## EXERCISE DETAILS
Nothing but an exact reproduction of the records, pictures excluded, should be returned.

## DATASET CONTENT
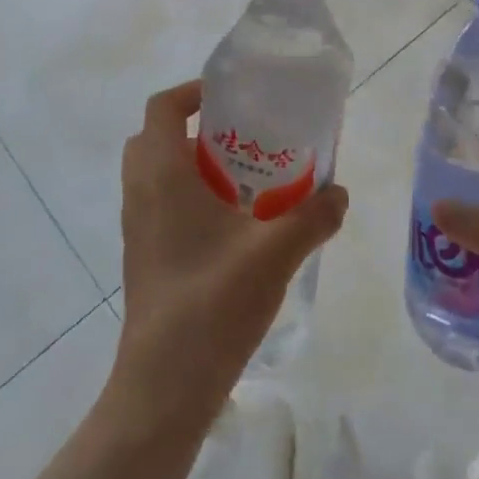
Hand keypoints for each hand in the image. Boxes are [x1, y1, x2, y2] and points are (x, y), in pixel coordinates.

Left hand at [111, 81, 348, 426]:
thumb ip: (313, 216)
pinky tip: (235, 225)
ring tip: (246, 177)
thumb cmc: (213, 303)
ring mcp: (138, 228)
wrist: (165, 386)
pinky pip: (161, 205)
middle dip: (195, 128)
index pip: (162, 108)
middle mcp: (141, 194)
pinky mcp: (144, 257)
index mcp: (162, 176)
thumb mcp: (275, 253)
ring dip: (193, 164)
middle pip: (155, 138)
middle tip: (242, 137)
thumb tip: (340, 193)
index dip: (192, 92)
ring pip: (157, 174)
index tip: (232, 97)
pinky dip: (190, 197)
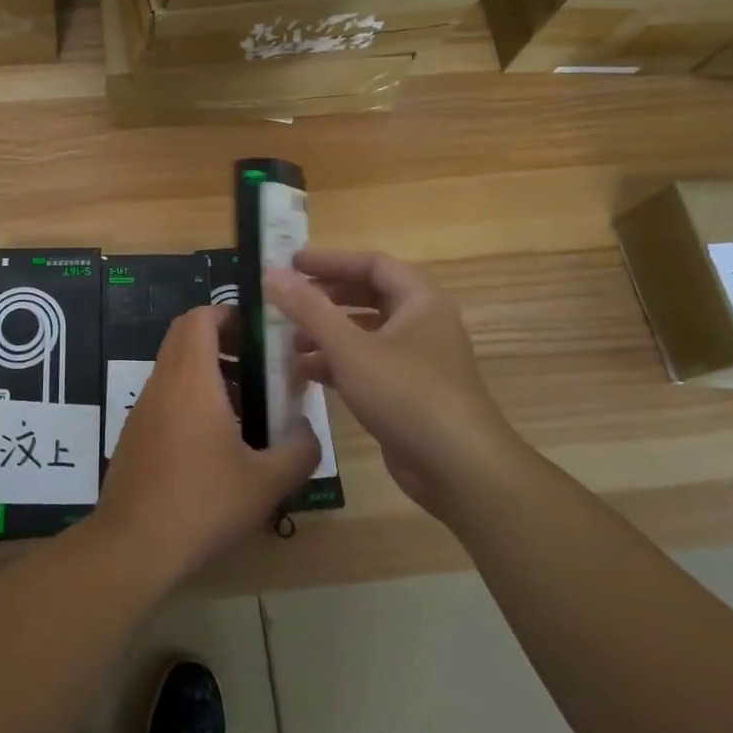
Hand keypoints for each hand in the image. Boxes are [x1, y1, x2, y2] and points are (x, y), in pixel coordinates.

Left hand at [96, 305, 319, 582]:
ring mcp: (143, 408)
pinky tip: (216, 443)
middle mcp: (163, 382)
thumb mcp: (266, 482)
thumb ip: (298, 451)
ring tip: (245, 406)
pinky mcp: (135, 434)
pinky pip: (165, 397)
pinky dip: (191, 399)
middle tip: (257, 365)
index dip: (229, 314)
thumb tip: (307, 431)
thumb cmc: (203, 502)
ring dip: (208, 372)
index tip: (258, 332)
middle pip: (185, 336)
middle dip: (222, 340)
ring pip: (175, 367)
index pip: (200, 317)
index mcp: (191, 378)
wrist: (133, 545)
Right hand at [264, 251, 523, 519]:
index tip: (291, 264)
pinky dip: (339, 363)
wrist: (461, 471)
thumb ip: (308, 309)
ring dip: (327, 333)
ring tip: (289, 342)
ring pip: (366, 333)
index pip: (371, 264)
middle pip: (368, 296)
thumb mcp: (350, 348)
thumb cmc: (407, 394)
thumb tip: (271, 272)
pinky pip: (368, 364)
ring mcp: (418, 360)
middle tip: (287, 301)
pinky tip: (306, 373)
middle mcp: (423, 323)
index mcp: (419, 300)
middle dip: (326, 298)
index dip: (330, 261)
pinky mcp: (410, 393)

## SOLUTION TO THIS PROBLEM
Hand keypoints for each hand in the image. Boxes are [x1, y1, x2, y2] and points are (x, y), in pixel coordinates.

Left hand at [111, 81, 348, 426]:
thumb ip: (313, 216)
pinky tip: (235, 225)
ring tip: (246, 177)
thumb cmc: (213, 303)
ring mcp: (138, 228)
wrist: (165, 386)
pinky pip: (161, 205)
middle dip: (195, 128)
index pip: (162, 108)
middle mcp: (141, 194)
pinky mcp: (144, 257)
index mcp: (162, 176)
thumb mcp: (275, 253)
ring dip: (193, 164)
middle pip: (155, 138)
middle tip: (242, 137)
thumb tip: (340, 193)
index dip: (192, 92)
ring pip: (157, 174)
index tip: (232, 97)
pinky dip: (190, 197)
Hand keypoints for each hand in the image. Boxes are [x1, y1, x2, y2] and points are (x, y), in pixel coordinates.

Left hand at [96, 305, 319, 582]:
ring mcp: (143, 408)
pinky tip: (216, 443)
middle mcp: (163, 382)
thumb mcp: (266, 482)
thumb ip: (298, 451)
ring tip: (245, 406)
pinky mcp: (135, 434)
pinky pip: (165, 397)
pinky dip: (191, 399)
middle tip: (257, 365)
index dip: (229, 314)
thumb tip: (307, 431)
thumb cmc: (203, 502)
ring dip: (208, 372)
index tip: (258, 332)
middle pip: (185, 336)
middle dip: (222, 340)
ring pip: (175, 367)
index pip: (200, 317)
index mcp: (191, 378)
wrist: (133, 545)
Right hand at [264, 251, 523, 519]:
index tip: (291, 264)
pinky dip: (339, 363)
wrist: (461, 471)
thumb ip: (308, 309)
ring dip: (327, 333)
ring tip: (289, 342)
ring pip: (366, 333)
index pip: (371, 264)
middle pip: (368, 296)
thumb mcp: (350, 348)
thumb cmc: (407, 394)
thumb tip: (271, 272)
pinky pip: (368, 364)
ring mcp: (418, 360)
middle tip: (287, 301)
pinky tip: (306, 373)
middle mcp: (423, 323)
index mcp: (419, 300)
middle dip: (326, 298)
index dip: (330, 261)
pinky mcp: (410, 393)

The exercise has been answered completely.